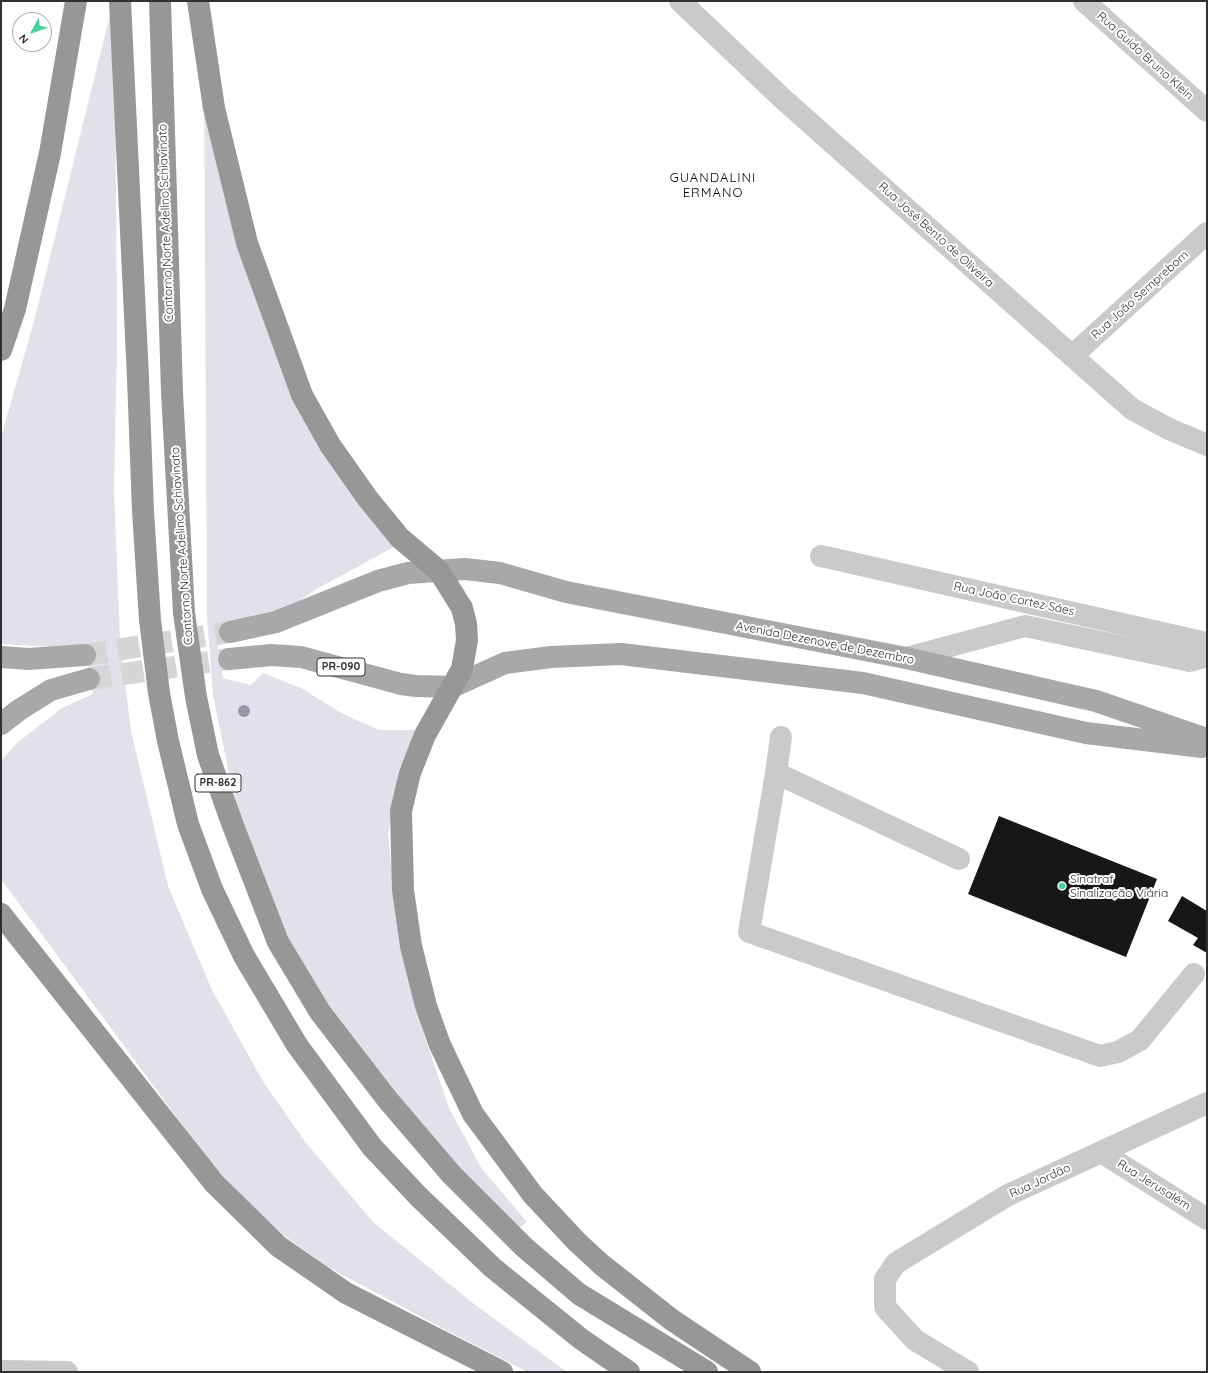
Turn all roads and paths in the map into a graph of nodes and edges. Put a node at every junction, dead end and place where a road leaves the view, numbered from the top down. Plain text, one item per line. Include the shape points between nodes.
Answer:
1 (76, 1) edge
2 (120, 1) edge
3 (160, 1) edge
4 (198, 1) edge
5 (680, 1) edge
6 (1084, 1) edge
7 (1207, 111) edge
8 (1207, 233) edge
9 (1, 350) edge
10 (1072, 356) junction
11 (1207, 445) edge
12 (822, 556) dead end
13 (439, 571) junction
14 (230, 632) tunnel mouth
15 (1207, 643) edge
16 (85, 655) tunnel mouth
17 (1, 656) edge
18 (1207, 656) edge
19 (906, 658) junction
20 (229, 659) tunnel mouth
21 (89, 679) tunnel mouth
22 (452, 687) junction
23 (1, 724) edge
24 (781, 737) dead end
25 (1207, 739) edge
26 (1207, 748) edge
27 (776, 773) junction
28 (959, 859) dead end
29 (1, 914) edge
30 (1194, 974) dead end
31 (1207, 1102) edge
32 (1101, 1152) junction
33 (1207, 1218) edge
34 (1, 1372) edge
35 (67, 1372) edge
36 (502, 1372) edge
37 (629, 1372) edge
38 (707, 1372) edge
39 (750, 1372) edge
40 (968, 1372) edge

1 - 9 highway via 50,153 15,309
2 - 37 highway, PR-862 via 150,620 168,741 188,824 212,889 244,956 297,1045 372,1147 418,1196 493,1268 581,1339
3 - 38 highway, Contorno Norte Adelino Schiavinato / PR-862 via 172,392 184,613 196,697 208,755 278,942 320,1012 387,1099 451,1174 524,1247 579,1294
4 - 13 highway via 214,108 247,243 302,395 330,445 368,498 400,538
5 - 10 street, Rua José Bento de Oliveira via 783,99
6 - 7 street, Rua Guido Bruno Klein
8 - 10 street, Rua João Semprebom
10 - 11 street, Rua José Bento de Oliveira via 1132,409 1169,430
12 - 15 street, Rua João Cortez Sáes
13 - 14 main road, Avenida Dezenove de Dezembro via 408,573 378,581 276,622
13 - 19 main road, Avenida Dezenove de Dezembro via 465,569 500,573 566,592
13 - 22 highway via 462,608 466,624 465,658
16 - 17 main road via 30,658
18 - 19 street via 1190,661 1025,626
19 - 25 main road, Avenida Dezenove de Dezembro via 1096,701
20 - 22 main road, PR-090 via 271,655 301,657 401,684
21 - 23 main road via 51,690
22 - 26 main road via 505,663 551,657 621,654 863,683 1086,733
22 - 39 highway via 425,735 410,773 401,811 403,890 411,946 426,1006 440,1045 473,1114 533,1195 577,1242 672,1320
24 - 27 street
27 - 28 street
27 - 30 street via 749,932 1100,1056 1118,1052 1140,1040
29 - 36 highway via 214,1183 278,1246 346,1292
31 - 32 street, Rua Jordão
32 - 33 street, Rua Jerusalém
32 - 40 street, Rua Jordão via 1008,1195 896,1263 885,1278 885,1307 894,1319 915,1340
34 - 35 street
--------------------------------
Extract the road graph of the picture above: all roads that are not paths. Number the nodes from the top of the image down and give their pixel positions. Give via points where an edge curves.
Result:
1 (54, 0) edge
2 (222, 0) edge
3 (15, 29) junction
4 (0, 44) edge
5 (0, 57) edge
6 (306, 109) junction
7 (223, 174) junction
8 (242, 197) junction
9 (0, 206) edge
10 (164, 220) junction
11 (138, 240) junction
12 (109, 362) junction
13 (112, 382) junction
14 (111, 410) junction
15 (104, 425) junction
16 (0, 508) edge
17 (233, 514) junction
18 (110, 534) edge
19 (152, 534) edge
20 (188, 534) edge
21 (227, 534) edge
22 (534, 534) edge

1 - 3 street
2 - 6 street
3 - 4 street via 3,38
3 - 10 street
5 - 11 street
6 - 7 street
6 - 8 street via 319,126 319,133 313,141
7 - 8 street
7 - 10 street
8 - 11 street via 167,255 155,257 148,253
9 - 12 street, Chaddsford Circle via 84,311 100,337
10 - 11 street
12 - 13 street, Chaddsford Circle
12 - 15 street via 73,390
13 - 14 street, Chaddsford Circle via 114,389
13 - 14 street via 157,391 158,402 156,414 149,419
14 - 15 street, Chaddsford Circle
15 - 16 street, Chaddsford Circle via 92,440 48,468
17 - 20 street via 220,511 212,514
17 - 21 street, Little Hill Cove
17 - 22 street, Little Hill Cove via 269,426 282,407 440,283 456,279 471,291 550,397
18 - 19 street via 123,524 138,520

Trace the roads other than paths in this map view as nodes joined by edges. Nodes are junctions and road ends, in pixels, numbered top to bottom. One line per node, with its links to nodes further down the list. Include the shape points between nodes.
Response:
--------------------------------
Please find every line in the listing that holds the string "between" and copy it.

Turn all roads and paths in the map into a graph of nodes and edges. Put a node at every junction, dead end and place where a road leaves the view, numbered from the top down. Plain text, one item per line. Include the shape points between nodes.
Trace the roads other than paths in this map view as nodes joined by edges. Nodes are junctions and road ends, in pixels, numbered top to bottom. One line per node, with its links to nodes further down the list. Include the shape points between nodes.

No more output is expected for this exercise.